The Big Sulk
by Louisa Nicklin
Here with her second album is the quite extraordinary Louisa Nicklin, part of the touring Mermaidens and in Dimmer alongside Shayne P Carter, who produced this. Carter sets her strong, impressively flexible voice in generously spacious locations to allow for Nicklin’s dramatic folk (The Highs), ambitious art music in the manner of Jeff Buckley (Can’t See) and the liberation of white-knuckle post-punk experimentalism (guitars unleashed on the wail of The Shroud).
Nicklin – with an honours degree in contemporary classical composition – brings a rare daring to her work: the rock gristle of the aching Thick rides a strident, repetitive rhythm; The Highs showcases her vocal grandeur and arrives with an unsettling guitar soundscape; the weary and whispery vocal of the engrossing narcoleptic mood of Sleep It Off (“I’m going to sleep it off, disappointed in myself”) sits alongside expressionist sounds from guitar, synths, drums and bass. Her voice echoes off into the ether as a sad wail.
Nicklin is an artist within rock culture but also apart from it, in a distinct domain of her own making. Deep, dark and exceptional.

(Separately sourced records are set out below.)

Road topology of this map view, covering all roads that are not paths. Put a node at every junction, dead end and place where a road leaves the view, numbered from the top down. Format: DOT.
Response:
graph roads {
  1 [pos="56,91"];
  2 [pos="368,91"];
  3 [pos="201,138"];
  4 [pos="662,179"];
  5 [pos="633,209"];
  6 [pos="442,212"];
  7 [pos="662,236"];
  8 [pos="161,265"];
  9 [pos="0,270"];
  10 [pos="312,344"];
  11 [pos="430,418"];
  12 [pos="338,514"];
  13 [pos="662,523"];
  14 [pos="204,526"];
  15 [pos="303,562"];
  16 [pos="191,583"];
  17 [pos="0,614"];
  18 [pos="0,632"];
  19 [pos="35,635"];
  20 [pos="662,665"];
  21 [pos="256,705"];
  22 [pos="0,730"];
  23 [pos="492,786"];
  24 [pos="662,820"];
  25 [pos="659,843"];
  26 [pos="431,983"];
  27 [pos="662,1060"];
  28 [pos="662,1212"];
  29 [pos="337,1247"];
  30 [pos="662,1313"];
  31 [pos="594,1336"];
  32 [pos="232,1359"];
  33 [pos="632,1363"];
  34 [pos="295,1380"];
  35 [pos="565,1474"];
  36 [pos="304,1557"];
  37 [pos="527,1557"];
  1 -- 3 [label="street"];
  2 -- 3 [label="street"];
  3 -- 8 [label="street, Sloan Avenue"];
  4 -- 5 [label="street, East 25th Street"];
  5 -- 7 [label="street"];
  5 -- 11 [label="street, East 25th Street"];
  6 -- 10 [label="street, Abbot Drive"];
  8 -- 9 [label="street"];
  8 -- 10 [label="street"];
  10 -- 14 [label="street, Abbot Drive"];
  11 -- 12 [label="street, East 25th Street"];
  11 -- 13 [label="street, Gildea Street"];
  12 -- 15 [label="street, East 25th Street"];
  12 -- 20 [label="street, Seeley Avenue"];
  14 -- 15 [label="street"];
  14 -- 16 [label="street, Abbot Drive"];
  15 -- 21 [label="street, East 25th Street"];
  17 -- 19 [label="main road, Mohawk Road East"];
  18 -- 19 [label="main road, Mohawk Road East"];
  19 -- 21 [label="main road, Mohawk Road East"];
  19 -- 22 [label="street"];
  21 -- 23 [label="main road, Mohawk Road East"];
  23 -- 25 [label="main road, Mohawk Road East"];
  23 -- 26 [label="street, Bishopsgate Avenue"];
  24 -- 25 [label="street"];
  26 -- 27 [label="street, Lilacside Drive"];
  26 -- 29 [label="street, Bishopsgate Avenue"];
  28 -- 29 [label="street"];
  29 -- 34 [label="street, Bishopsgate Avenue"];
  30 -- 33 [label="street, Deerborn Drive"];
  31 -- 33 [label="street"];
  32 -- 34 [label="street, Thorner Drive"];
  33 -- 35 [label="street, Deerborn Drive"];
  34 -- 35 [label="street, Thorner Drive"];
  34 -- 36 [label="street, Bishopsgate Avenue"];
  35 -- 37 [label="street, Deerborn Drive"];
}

It’s All Downhill From Here
by Dateline
Katie Everingham is a talent magnet whose Dateline band has – over two albums and a few singles – pulled in members of Hans Pucket, Lips, The Beths, Dick Move and French for Rabbits, as well as Priya Sami (of Sami Sisters) and multi-instrumentalist Sean Martin-Buss.
Doubtless, they’re drawn by her smart pop of discrete and distinctive songs, which come with the rough edges of indie rock, touches of folk rock and often canny observations.
Dateline’s 2022 debut album had the self-deprecating title Dumb For My Age (“when will I learn?”) and songs included Don’t Know What To Do With Me and Country Rock Emo (“the good days are few and far between”).
This new album arrives with a similarly wry title (the opener is the New Wave pop of Please Knock Me Out) and delivers classic indie rock on the instantly likeable, previously released singles Be Good and Choose Me (the latter long-listed for the APRA Silver Scroll Award).
Everingham taps the spirit and sound of mid-1960s guitar pop (Leaves), 90s indie rock (Broken Knees knowingly nods to Nirvana) and thoughtful acoustic folk (Wake Up Slowly). With Dateline, she brings the melodic into the same space as the assertive.
This accomplished album – which sounds like a collection of singles – includes short, interpolated snatches of studio banter with a lot of laughter.
Katie Everingham sounds like good company to keep.

Yoyotta
by Molly Payton
Opening her debut with the self-pitying Asphalt (“I forgot to eat breakfast for the third day in a row”), this London-based expat announces a strong dose of emo and psychic damage on songs that are cathartic and confessional, having been a teenager in the cruel or indifferent music business.
Her father went to prison and she deals with that, too, notably in the seething title track where abrasive guitars carry barely suppressed rage and disappointment: “When I visited you, you couldn’t look me in the eye. Time’s been cruel to you and I guess so have I. I can’t stand to see you hurt even after what you’ve done.”
Payton works some familiar furrows here: grungy pop-framed rock on Accelerate and emotions worn on the skin on A Hand Held Strong: “It’s the little things that keep me going. Cups of coffee, walks alone, a hand held strong, a kiss dealt softly. Friends who stay when you need them most.”
Themes include wanting to arrest impending adulthood (Thrown Over, with “every day I’m getting older I wish that things went slower”) and post-adolescent confusion (“my head’s a teenage bedroom floor”), common enough sentiments at her age.
But with an album that’s a step up and an emotional clearing house, she’s on her way somewhere.
You glean that from the insightful Get Back to You: “I’ve been a little bit listless, tried to put some distance between myself and the past. But sometimes it comes up to greet me and it kisses me sweetly, then ties me to the mast of a ship floating softly through memory, tipping ever so gently until it starts to sink. Then I’m recalling that feeling of falling, all those times he pushed me over the brink.”
Your average emo-saturated teenager doesn’t work a metaphor like that.
Incidentally, the album title is an acronym of “You’re on your own this time, again”.
She sounds confident enough being out there.
These albums are available digitally. The Dateline album is also on vinyl.
Louisa Nicklin tour: Double Whammy, Auckland, September 20.